Met Verbetergericht auditen spelen we in op dit verschil in kijken, dat binnen de Auditberoepsgroepen haast een schisma moet worden genoemd. Verbetergericht auditen start met een contextanalyse gericht op een eerlijke vraagstelling en een eerlijke normering. Daarmee bedoelen we dat meer van die complexe werkelijkheid in de audit zal worden meegenomen en de verschillende lagen van de auditnormering in relatie tot elkaar worden bezien. Idealiter maken we onderscheid in conclusies en oordeelsvorming, omdat een conclusie dan heel systematisch tot stand kan komen, maar de uitkomst daarvan niet direct ook de ‘waardering’ van de verantwoordelijke betreft. De mate waarin men beheerst kan zijn gegeven de omstandigheden en mate waarin is voldaan aan randvoorwaarden, zijn bepalend voor de oordeelsvorming en het vervolg van de audit. Die moet leiden tot verbetering en daarbij moet ‘de verdediging’ niet in de weg blijven staan.

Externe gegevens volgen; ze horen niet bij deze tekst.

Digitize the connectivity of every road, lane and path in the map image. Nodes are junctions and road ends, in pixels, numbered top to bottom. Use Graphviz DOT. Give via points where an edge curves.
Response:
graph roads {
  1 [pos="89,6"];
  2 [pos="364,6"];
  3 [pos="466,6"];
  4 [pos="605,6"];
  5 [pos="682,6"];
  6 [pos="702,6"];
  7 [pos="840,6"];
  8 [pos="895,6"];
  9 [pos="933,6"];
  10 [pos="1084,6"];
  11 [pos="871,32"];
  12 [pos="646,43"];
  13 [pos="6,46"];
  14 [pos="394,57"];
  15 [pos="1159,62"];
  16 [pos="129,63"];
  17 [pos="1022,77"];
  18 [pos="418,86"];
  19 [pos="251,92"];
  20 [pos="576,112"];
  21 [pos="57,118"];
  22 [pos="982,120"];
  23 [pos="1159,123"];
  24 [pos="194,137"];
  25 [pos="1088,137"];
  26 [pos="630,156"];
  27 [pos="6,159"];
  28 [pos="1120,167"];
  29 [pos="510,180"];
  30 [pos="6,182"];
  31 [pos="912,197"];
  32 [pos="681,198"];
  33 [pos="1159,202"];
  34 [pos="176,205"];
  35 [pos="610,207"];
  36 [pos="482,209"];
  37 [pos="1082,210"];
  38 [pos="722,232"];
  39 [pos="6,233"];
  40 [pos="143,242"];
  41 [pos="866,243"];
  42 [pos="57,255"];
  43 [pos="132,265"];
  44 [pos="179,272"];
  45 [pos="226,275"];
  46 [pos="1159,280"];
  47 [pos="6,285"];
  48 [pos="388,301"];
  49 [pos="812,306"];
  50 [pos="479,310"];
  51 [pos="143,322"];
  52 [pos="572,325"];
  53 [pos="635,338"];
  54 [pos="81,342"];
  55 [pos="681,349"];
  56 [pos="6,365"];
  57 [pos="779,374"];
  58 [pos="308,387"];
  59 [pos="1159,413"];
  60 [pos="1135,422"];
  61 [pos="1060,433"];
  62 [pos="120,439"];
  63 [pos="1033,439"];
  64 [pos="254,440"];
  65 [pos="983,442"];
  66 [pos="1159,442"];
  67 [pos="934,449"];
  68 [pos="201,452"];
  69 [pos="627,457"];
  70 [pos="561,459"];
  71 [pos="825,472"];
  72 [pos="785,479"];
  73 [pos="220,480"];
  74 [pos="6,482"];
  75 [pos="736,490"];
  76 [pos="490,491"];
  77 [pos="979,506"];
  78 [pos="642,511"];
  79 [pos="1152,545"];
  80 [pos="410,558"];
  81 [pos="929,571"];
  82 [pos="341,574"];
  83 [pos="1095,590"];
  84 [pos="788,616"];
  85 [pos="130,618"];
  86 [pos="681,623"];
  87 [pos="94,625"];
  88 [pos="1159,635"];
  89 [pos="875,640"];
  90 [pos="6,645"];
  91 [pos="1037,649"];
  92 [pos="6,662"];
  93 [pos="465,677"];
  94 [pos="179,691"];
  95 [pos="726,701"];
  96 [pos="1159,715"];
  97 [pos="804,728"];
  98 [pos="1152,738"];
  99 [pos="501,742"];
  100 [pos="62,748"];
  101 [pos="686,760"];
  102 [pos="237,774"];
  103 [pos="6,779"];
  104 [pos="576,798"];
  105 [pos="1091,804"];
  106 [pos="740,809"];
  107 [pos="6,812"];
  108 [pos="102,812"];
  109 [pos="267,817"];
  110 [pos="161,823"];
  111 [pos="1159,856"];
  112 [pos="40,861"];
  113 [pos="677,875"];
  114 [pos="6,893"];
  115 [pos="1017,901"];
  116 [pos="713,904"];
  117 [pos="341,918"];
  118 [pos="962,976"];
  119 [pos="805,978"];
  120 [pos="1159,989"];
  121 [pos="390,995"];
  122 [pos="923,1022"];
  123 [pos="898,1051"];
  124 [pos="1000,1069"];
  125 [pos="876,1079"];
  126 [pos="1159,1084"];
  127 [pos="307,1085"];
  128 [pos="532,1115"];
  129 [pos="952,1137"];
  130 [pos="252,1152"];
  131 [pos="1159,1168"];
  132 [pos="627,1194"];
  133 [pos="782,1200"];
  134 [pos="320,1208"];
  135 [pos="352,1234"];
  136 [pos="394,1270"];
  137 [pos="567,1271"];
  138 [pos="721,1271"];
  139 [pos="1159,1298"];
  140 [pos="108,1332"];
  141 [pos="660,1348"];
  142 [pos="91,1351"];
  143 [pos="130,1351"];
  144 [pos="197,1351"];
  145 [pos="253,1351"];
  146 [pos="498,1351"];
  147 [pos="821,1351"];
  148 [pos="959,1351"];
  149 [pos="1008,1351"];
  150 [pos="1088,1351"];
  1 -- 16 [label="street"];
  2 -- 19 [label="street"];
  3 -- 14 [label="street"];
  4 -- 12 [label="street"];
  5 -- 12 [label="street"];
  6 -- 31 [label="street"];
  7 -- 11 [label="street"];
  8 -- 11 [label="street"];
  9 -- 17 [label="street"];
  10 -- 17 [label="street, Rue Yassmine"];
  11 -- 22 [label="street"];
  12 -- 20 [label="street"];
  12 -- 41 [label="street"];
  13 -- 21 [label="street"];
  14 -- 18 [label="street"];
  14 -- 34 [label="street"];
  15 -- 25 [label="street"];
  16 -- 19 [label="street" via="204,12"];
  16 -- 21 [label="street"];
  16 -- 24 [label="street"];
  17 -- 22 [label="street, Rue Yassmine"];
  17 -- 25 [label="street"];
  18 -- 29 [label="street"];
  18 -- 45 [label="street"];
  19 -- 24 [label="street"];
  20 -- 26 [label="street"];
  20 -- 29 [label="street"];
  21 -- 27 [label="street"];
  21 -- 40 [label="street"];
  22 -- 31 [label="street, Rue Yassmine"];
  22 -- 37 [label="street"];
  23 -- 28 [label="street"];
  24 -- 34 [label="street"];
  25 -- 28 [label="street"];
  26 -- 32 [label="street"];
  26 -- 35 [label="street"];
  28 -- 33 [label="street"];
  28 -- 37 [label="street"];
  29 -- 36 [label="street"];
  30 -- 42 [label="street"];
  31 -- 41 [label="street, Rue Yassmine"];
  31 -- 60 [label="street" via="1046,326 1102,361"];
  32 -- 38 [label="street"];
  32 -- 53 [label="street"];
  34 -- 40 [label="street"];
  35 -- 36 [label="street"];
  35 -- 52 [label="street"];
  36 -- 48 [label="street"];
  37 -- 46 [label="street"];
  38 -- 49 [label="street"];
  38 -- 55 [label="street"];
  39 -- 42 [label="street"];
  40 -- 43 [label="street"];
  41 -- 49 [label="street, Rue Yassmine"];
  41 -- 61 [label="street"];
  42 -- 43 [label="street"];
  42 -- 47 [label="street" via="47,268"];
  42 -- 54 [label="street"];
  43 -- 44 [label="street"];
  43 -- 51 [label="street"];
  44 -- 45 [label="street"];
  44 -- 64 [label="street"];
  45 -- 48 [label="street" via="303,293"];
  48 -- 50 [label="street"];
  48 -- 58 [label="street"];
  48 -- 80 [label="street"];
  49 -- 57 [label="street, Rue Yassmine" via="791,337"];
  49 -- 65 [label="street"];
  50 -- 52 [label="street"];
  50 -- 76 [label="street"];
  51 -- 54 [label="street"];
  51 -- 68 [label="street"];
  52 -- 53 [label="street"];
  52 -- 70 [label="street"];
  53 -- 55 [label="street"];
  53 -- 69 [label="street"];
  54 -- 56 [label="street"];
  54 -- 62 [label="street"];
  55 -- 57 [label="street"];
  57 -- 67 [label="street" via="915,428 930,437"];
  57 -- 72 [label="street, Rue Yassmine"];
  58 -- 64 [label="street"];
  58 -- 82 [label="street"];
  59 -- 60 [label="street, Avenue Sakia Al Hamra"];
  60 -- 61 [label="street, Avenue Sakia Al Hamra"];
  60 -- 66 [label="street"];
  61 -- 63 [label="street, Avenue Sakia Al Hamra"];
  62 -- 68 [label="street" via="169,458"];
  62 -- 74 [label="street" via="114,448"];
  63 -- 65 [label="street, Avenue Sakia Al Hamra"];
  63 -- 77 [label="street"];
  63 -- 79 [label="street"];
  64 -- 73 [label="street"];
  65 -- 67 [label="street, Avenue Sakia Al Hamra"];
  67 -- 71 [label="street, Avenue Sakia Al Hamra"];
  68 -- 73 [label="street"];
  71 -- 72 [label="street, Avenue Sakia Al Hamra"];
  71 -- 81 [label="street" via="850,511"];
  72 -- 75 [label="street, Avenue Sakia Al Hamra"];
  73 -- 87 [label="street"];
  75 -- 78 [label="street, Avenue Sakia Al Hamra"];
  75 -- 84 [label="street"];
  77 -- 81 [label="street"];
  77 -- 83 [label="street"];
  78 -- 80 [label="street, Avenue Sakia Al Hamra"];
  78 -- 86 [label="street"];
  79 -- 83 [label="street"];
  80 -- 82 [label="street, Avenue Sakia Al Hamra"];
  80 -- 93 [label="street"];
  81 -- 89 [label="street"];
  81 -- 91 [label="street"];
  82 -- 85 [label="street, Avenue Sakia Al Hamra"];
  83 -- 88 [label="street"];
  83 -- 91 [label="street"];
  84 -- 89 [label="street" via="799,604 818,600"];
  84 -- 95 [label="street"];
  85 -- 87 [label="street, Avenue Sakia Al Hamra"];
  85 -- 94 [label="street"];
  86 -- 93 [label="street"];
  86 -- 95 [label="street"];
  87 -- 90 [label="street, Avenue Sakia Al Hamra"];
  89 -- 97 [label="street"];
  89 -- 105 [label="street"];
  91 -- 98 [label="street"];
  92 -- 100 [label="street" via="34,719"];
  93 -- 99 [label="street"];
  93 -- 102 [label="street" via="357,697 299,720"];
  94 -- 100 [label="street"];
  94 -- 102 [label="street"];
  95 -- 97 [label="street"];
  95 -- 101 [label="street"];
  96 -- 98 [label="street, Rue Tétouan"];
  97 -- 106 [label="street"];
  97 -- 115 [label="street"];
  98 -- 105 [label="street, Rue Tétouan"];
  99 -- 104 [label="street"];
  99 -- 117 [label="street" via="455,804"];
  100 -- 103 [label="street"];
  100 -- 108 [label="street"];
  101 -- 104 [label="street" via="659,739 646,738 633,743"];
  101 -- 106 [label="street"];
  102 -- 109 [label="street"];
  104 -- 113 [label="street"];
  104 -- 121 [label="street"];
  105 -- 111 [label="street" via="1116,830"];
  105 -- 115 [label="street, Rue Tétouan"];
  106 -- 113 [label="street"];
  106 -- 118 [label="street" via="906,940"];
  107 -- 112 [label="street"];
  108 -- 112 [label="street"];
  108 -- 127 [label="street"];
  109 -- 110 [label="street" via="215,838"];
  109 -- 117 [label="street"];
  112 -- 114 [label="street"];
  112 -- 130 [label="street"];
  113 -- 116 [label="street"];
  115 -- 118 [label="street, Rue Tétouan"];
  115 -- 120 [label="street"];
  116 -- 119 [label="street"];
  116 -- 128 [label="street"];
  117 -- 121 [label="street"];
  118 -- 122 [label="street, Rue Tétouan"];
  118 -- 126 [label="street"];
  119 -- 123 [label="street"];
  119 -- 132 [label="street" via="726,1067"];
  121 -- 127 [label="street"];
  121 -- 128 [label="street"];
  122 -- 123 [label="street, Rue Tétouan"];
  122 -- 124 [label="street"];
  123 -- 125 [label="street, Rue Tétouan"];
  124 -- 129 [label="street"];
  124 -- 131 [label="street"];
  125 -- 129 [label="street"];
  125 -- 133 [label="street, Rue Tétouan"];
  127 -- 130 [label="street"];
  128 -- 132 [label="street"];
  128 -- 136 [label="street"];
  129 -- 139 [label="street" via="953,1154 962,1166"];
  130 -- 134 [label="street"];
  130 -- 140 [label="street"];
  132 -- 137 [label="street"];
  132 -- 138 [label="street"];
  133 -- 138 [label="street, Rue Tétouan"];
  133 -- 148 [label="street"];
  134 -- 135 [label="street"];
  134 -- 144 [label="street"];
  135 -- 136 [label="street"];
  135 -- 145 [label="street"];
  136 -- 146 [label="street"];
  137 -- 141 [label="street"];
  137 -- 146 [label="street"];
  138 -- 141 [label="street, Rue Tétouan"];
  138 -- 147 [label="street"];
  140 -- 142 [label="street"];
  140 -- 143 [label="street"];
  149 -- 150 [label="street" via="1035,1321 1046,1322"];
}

Motivatie van alle betrokkenen bij de audit is cruciaal om een voldoende volledig beeld van de werkelijkheid op tafel te krijgen; en vervolgens om die werkelijkheid met diezelfde betrokkenen effectief te kunnen verbeteren!

Vind u dat ‘soft’?
Het vergt zeker meer of andere ‘soft skills’ dan veel auditors standaard tonen tot hun beschikking te hebben. En het leidt naar wij hopen niet direct tot disciplinaire maatregelen, juist omdat uit Verbetergerichte audits meestal blijkt dat er meer ‘schuldigen’ zijn. Begrip voor de complexe werkelijkheid leidt tot verbeteringen die kansrijker zijn dan de reflex op auditrapporten die we nu zo vaak zien. Pas wanneer de opvolger van de verantwoordelijk manager het ook niet voor elkaar krijgt wil men wel eens naar het niveau er boven kijken. Doodzonde van de tijd, de energie en de negatieve effecten op het organisatieklimaat.

Verbetergericht auditen is niet eenvoudig en past nog niet in elke organisatiecultuur. Maar willen we nu verbeteren of niet?